> [The problem] Report every line in the records below that holds the word "covering".
:: Records for the exercise
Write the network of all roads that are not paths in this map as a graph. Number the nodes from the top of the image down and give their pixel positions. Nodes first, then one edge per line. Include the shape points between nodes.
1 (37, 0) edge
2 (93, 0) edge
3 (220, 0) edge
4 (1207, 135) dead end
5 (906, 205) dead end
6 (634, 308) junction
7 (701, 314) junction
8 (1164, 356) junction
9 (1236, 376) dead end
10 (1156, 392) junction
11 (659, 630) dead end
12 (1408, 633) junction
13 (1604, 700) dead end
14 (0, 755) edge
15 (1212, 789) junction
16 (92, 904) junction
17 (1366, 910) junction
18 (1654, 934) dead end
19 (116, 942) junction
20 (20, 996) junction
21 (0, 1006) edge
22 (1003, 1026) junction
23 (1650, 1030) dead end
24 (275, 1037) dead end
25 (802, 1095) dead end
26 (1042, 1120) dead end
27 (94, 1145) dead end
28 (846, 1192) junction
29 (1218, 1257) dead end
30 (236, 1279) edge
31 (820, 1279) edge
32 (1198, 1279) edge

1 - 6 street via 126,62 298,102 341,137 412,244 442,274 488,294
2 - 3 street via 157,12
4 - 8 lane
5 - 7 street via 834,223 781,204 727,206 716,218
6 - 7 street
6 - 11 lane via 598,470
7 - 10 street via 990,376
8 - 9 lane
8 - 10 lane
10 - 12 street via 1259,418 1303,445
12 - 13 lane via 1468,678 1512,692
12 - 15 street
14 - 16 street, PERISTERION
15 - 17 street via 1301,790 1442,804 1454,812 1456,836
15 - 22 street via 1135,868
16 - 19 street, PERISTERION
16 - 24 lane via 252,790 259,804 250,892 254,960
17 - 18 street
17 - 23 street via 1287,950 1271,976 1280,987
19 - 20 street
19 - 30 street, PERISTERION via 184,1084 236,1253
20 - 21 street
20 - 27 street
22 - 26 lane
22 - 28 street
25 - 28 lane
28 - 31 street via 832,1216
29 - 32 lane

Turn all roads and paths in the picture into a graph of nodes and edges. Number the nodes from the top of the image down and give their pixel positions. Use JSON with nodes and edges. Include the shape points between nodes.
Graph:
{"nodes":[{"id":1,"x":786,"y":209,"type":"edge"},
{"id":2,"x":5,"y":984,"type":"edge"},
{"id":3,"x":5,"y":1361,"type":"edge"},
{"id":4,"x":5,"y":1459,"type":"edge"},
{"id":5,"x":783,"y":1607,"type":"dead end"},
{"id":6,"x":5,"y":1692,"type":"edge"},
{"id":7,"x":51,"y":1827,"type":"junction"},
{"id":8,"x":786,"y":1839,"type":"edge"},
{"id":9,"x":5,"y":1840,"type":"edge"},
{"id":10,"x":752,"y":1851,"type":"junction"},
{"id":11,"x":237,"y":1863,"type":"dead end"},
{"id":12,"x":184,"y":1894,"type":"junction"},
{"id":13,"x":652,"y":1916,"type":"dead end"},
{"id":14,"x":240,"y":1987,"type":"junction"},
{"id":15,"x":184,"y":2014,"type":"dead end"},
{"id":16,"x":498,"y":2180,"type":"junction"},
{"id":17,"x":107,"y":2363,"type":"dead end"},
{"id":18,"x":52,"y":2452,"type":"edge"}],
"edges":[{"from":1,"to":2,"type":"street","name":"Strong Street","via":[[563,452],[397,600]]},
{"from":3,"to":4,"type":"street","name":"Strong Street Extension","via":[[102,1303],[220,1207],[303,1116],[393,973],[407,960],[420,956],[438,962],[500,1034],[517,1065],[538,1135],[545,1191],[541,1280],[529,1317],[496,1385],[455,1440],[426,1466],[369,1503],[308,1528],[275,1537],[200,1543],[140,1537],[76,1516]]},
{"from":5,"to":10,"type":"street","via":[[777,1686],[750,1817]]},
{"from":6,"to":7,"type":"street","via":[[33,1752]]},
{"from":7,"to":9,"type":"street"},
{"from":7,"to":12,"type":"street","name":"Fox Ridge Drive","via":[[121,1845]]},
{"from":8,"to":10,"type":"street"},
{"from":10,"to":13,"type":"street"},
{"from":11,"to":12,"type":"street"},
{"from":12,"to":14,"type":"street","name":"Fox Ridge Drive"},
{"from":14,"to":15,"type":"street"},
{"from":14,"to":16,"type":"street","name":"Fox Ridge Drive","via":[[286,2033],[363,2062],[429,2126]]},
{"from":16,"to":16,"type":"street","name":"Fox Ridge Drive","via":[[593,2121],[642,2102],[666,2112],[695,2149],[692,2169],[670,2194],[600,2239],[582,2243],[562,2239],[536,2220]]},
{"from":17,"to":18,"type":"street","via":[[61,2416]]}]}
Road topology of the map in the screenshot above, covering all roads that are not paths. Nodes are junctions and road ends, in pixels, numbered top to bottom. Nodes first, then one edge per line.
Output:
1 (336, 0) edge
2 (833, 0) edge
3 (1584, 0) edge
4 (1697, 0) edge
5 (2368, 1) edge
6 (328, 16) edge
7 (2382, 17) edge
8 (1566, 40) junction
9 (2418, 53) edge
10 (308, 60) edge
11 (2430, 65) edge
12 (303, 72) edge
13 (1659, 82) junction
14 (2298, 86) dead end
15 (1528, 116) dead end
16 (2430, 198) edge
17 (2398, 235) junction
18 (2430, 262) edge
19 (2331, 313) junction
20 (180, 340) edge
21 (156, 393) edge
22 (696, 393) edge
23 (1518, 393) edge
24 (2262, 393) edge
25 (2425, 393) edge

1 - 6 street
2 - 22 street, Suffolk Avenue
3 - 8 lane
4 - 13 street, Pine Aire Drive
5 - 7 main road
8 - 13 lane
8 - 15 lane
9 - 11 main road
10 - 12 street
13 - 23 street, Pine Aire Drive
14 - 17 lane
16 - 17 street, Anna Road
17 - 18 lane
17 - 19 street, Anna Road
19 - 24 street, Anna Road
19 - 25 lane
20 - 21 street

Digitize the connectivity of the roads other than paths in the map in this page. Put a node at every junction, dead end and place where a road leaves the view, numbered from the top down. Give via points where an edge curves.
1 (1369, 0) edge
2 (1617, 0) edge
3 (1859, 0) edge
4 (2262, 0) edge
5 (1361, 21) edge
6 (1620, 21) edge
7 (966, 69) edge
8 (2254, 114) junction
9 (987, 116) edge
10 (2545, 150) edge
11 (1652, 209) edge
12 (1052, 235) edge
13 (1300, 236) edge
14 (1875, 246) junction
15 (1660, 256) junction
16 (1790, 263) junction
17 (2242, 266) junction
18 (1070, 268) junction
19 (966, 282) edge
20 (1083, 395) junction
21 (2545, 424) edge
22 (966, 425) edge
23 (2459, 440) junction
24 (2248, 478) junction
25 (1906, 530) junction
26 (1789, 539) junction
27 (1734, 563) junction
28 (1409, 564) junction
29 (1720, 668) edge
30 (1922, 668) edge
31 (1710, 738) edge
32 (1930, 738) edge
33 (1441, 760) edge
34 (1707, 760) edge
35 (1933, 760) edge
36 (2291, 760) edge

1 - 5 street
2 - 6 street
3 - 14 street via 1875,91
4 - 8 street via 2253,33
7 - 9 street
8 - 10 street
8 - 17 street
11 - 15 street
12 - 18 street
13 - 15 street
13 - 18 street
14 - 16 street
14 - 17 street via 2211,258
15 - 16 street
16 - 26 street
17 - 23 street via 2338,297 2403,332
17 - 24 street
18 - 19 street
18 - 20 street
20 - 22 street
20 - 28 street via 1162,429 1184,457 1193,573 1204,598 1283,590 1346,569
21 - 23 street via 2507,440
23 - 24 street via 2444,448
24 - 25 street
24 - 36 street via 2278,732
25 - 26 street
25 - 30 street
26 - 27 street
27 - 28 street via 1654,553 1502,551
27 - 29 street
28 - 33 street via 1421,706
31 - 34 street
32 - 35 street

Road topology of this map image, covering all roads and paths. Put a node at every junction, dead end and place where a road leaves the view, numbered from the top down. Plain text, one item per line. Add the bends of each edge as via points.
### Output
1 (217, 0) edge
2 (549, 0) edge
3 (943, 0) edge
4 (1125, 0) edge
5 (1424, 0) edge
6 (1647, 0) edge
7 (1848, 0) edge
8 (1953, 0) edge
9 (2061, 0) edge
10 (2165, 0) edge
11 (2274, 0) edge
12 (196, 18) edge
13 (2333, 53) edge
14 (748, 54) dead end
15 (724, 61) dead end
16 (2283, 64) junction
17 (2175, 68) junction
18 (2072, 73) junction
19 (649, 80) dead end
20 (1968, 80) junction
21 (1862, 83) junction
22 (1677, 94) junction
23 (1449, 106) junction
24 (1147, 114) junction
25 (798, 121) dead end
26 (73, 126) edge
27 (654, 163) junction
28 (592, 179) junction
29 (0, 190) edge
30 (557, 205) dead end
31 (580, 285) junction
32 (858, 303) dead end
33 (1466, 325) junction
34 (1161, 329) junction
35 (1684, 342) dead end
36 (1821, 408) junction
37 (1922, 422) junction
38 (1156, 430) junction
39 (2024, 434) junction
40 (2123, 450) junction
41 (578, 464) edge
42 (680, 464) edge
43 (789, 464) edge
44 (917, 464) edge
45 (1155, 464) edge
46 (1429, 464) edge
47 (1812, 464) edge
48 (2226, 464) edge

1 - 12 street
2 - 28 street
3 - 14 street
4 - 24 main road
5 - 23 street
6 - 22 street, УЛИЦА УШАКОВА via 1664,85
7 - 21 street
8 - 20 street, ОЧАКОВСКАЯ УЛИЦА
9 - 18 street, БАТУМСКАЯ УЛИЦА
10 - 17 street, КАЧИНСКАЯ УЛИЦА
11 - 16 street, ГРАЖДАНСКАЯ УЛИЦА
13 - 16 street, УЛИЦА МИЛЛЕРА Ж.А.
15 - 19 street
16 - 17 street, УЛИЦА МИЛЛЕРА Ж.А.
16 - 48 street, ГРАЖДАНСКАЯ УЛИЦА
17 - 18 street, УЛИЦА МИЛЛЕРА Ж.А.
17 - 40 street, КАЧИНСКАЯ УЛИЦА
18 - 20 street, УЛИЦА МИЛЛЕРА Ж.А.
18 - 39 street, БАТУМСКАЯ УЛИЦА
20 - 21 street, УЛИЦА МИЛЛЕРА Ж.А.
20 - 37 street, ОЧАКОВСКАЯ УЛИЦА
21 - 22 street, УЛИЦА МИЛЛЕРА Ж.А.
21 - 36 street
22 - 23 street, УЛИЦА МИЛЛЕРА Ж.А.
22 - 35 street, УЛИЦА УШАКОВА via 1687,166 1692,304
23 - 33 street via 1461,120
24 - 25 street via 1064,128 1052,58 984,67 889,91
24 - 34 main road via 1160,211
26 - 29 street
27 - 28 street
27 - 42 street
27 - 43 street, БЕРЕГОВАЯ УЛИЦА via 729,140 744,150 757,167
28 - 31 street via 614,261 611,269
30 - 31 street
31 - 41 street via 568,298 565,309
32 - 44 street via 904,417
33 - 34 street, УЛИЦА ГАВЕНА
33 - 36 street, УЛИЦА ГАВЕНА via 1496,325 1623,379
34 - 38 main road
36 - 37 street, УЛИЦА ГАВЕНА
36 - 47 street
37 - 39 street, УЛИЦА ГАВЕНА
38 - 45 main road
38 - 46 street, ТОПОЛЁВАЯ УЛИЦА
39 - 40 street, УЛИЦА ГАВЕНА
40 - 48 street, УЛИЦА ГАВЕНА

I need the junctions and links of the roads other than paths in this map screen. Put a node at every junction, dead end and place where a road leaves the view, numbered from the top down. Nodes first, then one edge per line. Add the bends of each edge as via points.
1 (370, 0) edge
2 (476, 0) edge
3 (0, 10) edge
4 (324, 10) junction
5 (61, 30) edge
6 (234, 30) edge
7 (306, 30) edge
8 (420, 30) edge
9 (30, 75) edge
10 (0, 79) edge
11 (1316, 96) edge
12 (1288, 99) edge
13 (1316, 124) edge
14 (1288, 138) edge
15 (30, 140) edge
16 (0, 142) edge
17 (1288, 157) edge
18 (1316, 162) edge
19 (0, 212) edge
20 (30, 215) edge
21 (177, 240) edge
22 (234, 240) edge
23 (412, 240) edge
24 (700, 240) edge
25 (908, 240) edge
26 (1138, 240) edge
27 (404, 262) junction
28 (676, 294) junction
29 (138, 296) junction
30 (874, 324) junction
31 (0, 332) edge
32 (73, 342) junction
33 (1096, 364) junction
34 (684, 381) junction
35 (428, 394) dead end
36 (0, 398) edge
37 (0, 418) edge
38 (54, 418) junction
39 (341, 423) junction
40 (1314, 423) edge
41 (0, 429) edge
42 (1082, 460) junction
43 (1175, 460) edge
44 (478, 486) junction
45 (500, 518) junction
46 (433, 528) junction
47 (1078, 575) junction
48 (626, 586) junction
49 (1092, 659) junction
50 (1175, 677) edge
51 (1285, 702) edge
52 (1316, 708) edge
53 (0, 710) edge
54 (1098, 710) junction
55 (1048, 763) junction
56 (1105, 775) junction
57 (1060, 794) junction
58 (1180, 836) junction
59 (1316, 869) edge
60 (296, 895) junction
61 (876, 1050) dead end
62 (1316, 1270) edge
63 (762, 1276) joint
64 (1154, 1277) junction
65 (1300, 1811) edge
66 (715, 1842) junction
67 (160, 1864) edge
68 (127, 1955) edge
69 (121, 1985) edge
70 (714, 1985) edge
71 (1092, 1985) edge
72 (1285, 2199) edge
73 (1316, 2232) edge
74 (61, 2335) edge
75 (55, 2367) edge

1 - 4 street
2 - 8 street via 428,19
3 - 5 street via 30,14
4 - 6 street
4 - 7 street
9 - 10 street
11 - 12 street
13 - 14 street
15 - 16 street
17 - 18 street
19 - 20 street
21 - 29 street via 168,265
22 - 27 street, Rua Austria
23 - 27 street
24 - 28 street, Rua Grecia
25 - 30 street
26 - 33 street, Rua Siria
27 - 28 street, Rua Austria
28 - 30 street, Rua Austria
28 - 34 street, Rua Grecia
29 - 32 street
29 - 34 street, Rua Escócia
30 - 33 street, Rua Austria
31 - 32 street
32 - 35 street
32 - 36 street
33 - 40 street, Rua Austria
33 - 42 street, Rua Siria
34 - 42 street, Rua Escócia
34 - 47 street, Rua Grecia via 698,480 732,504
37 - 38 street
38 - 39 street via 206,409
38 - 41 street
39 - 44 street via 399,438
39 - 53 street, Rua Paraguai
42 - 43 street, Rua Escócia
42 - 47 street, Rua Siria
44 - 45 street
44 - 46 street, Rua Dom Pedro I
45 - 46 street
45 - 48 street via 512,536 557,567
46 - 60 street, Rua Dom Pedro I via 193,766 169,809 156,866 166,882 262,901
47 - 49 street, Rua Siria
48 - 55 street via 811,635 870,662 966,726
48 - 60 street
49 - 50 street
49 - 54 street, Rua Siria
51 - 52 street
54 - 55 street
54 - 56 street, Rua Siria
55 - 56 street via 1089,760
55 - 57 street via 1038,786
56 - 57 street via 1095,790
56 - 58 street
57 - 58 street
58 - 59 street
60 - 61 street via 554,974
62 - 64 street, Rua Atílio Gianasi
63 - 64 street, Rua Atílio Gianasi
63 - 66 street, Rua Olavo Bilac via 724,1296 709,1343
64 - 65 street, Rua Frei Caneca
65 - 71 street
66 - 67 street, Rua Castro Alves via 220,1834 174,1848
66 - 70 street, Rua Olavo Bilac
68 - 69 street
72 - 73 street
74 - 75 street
::::
> [Task output]
Road topology of the map in the screenshot above, covering all roads that are not paths. Nodes are junctions and road ends, in pixels, numbered top to bottom. Nodes first, then one edge per line.
Road topology of this map image, covering all roads and paths. Put a node at every junction, dead end and place where a road leaves the view, numbered from the top down. Plain text, one item per line. Add the bends of each edge as via points.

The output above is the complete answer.